彼は来年公開予定の新しいスパイダーマンなのです!なんかわかる!
「好青年」にもいろいろあるけれど、トビー・マグワイアと似たような感じの好青年ですよね。
私が見たことのある彼の映画はなんだかかわいそうな役が多いので、早くスパイダーマンで元気いっぱいの彼を見てみたいです。
(ところで彼の映画デビュー作「大いなる陰謀」はちょー豪華キャストだった割にあまり記憶にないですねぇ。
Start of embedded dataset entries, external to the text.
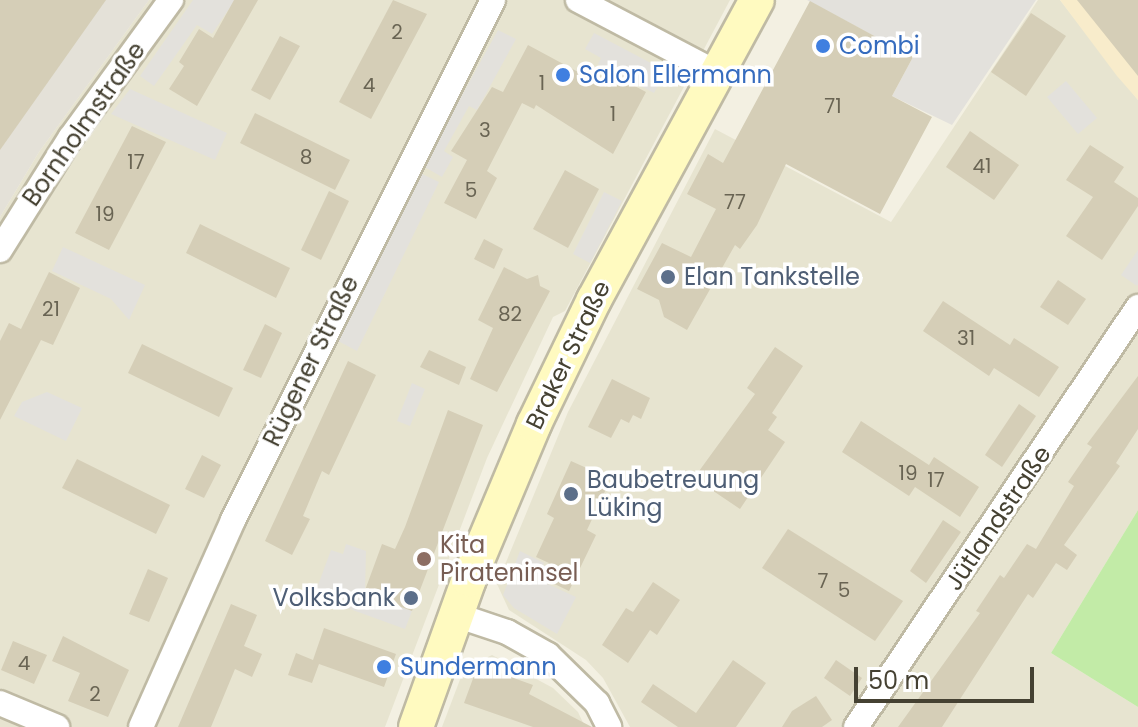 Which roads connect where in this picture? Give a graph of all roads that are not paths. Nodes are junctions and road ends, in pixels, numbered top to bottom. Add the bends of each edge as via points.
1 (171, 0) edge
2 (493, 0) edge
3 (578, 0) edge
4 (757, 0) edge
5 (717, 73) junction
6 (0, 250) edge
7 (1138, 307) edge
8 (456, 615) junction
9 (0, 703) edge
10 (57, 727) edge
11 (141, 727) edge
12 (416, 727) edge
13 (609, 727) edge
14 (856, 727) edge

1 - 6 street, Bornholmstraße via 71,137
2 - 11 street, Rügener Straße via 233,520
3 - 5 street
4 - 5 main road, Braker Straße
5 - 8 main road, Braker Straße via 564,362 505,489
7 - 14 street, Jütlandstraße
8 - 12 main road, Braker Straße
8 - 13 street via 507,632 548,655 597,703
9 - 10 street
でも彼のこと覚えてますよ!ロバート・レッドフォードに絡んでくる学生さん役だったんだよね!)
 
私がこの映画で最も印象に残ったのは、トミーの「本当にふたりが愛し合っているか、その人間がどういう人間なのかは、作品を見ればわかる」というセリフです。
必ずしもそうじゃないかもしれないし、なにかの作品を作るにあたってそうあるべきというわけではないとも思いますが、私はこれはとてもロマンチックな考え方だなぁ、と思いました。
 
そしてもうひとつ印象的だったのは、彼らの性格・強さ、に関してです。
私はそういうものって、元々持っている素質に加え、やはり環境・経験が重要な要素だと思っています。
彼らの生まれについてはちょっとよくわからなかったですが(この映画を観る前は「ガタカ」っぽい話なのかな?と思っていました)同じような環境で同じように管理されて育っても、キャシーのように静かで慎重な性格になったり、ルースのように嫉妬深い性格になったりするのってとても不思議です。
 
また、介護士というのが名前だけの人が多い中、キャシーがその仕事を楽しんでいたことや、臓器の提供を始めて1回目で命を落としてしまう人がいる一方、トミーのように4回も提供できる、彼曰く「優秀なドナー」がいることもとても興味深いことでした。
これも、体の強さという基本的な要素以外に、その人が持っている性格も深く影響しているのだろうと思わずにはいられませんでした。